** Opening Task input block **
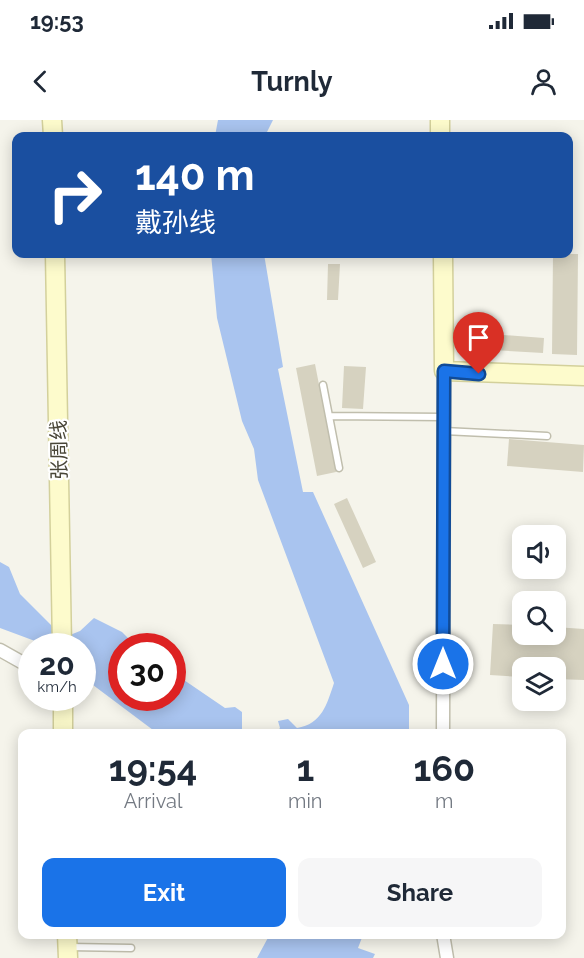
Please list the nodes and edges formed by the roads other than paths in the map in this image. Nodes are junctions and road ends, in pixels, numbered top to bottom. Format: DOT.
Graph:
graph roads {
  1 [pos="55,258"];
  2 [pos="443,258"];
  3 [pos="444,371"];
  4 [pos="584,376"];
  5 [pos="323,385"];
  6 [pos="329,416"];
  7 [pos="444,417"];
  8 [pos="444,431"];
  9 [pos="547,436"];
  10 [pos="339,468"];
  11 [pos="62,633"];
  12 [pos="0,650"];
  13 [pos="18,660"];
  14 [pos="63,711"];
  15 [pos="63,729"];
  16 [pos="442,729"];
  17 [pos="444,939"];
  18 [pos="67,947"];
  19 [pos="131,948"];
  20 [pos="447,958"];
  1 -- 11 [label="main road, 张周线"];
  2 -- 3 [label="main road"];
  3 -- 4 [label="main road"];
  3 -- 7 [label="street"];
  5 -- 6 [label="lane"];
  6 -- 7 [label="lane"];
  6 -- 10 [label="lane"];
  7 -- 8 [label="street"];
  8 -- 9 [label="lane"];
  8 -- 16 [label="street"];
  12 -- 13 [label="street"];
  14 -- 15 [label="main road"];
  17 -- 20 [label="street"];
  18 -- 19 [label="lane"];
}
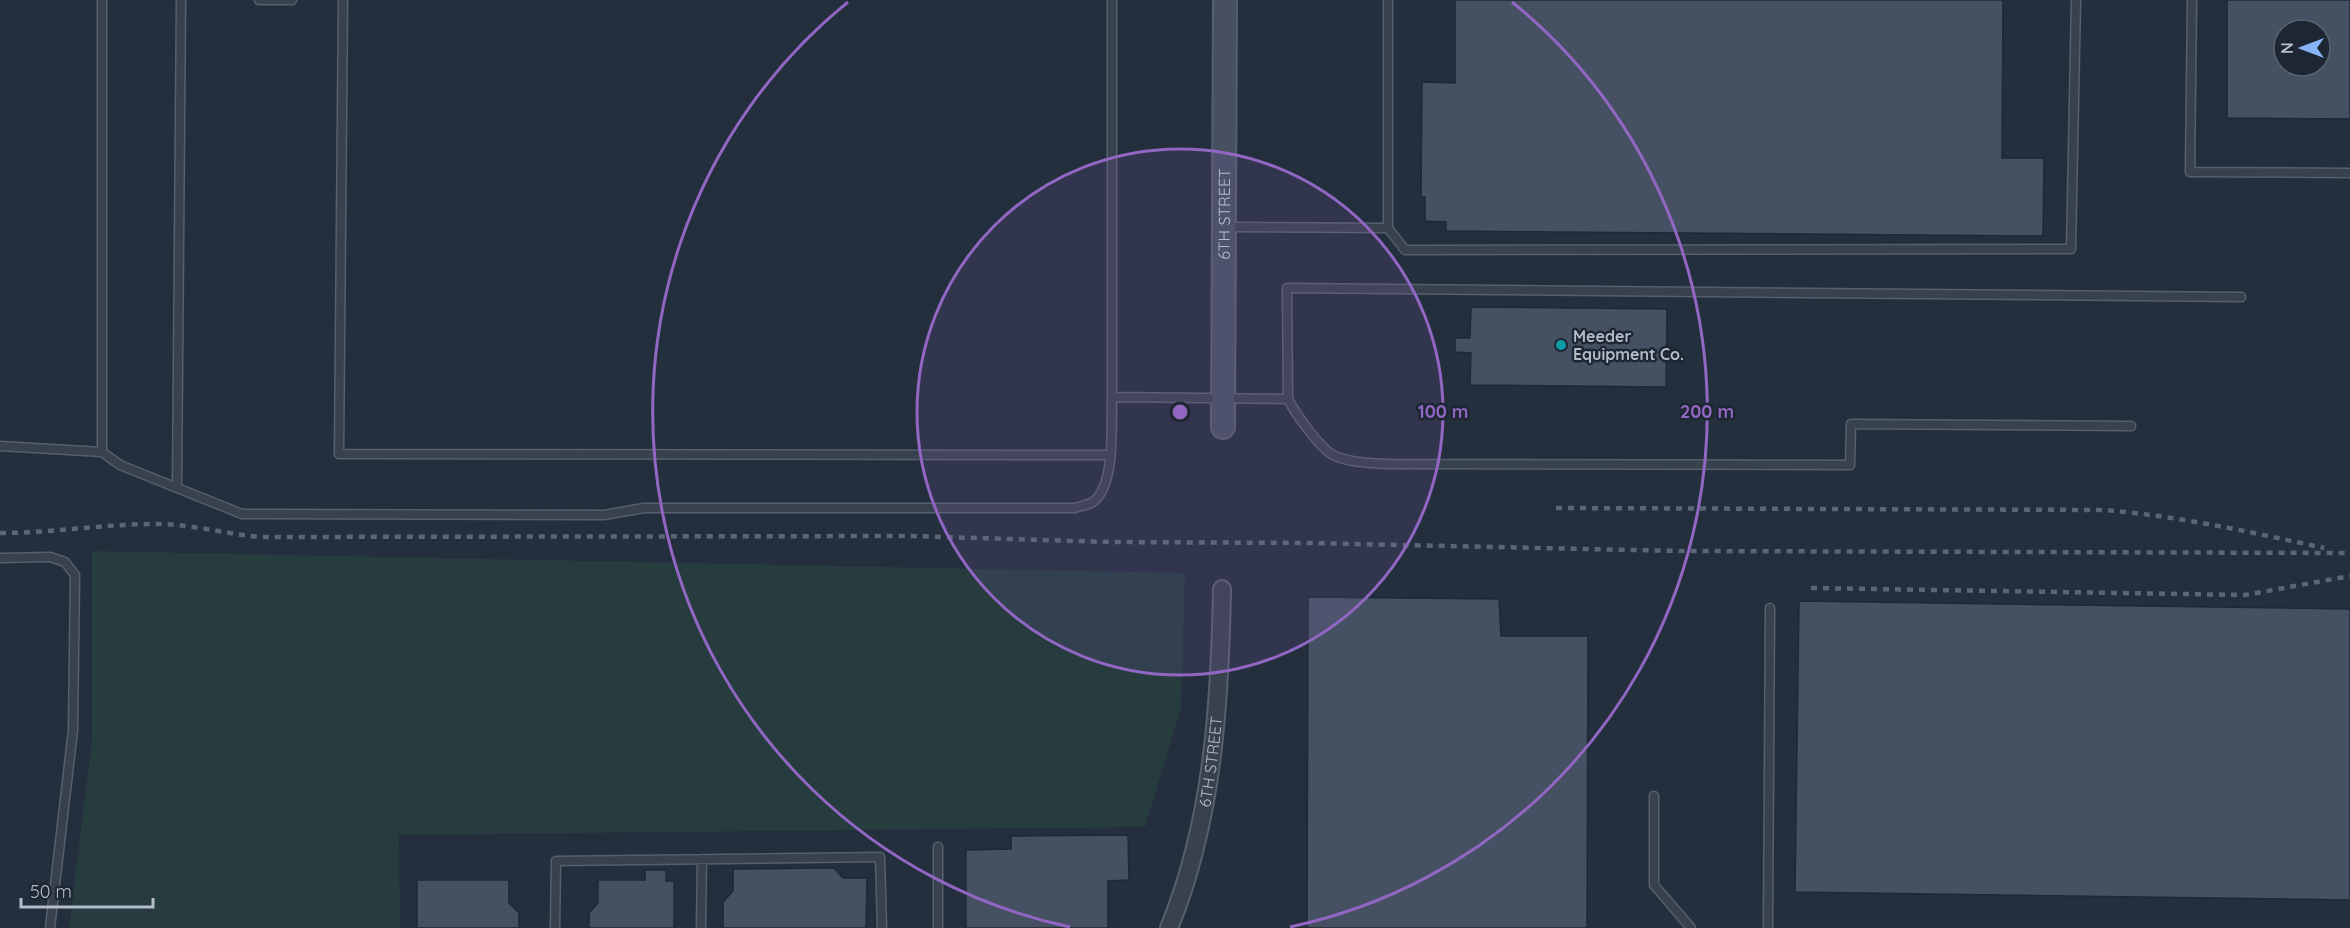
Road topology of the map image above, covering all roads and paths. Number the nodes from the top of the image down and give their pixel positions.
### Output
1 (102, 0) edge
2 (181, 0) edge
3 (259, 0) edge
4 (292, 0) edge
5 (343, 0) edge
6 (1112, 0) edge
7 (1225, 0) edge
8 (1388, 0) edge
9 (2076, 0) edge
10 (2192, 0) edge
11 (2350, 173) edge
12 (1224, 227) junction
13 (1388, 228) junction
14 (2241, 297) dead end
15 (1112, 397) junction
16 (1223, 398) junction
17 (1288, 399) junction
18 (2131, 426) dead end
19 (1223, 427) dead end
20 (0, 446) edge
21 (102, 452) junction
22 (1110, 455) junction
23 (177, 488) junction
24 (0, 558) edge
25 (1222, 589) dead end
26 (1770, 608) dead end
27 (1654, 796) dead end
28 (938, 847) dead end
29 (702, 859) junction
30 (50, 928) edge
31 (555, 928) edge
32 (701, 928) edge
33 (882, 928) edge
34 (938, 928) edge
35 (1169, 928) edge
36 (1690, 928) edge
37 (1768, 928) edge

1 - 21 lane
2 - 23 lane
3 - 4 lane
5 - 22 lane
6 - 15 lane
7 - 12 street, 6TH STREET
8 - 13 lane
9 - 13 lane
10 - 11 lane
12 - 13 lane
12 - 16 street, 6TH STREET
14 - 17 lane
15 - 16 lane
15 - 22 lane
16 - 17 lane
16 - 19 street, 6TH STREET
17 - 18 lane
20 - 21 lane
21 - 23 lane
22 - 23 lane
24 - 30 lane
25 - 35 street, 6TH STREET
26 - 37 lane
27 - 36 lane
28 - 34 lane
29 - 31 lane
29 - 32 lane
29 - 33 lane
** Closing Task input block **
• **Task requirements**
Look through the entries above. Copy each line in which the string "image" occurs.

• **Result**
Please list the nodes and edges formed by the roads other than paths in the map in this image. Nodes are junctions and road ends, in pixels, numbered top to bottom. Format: DOT.
Road topology of the map image above, covering all roads and paths. Number the nodes from the top of the image down and give their pixel positions.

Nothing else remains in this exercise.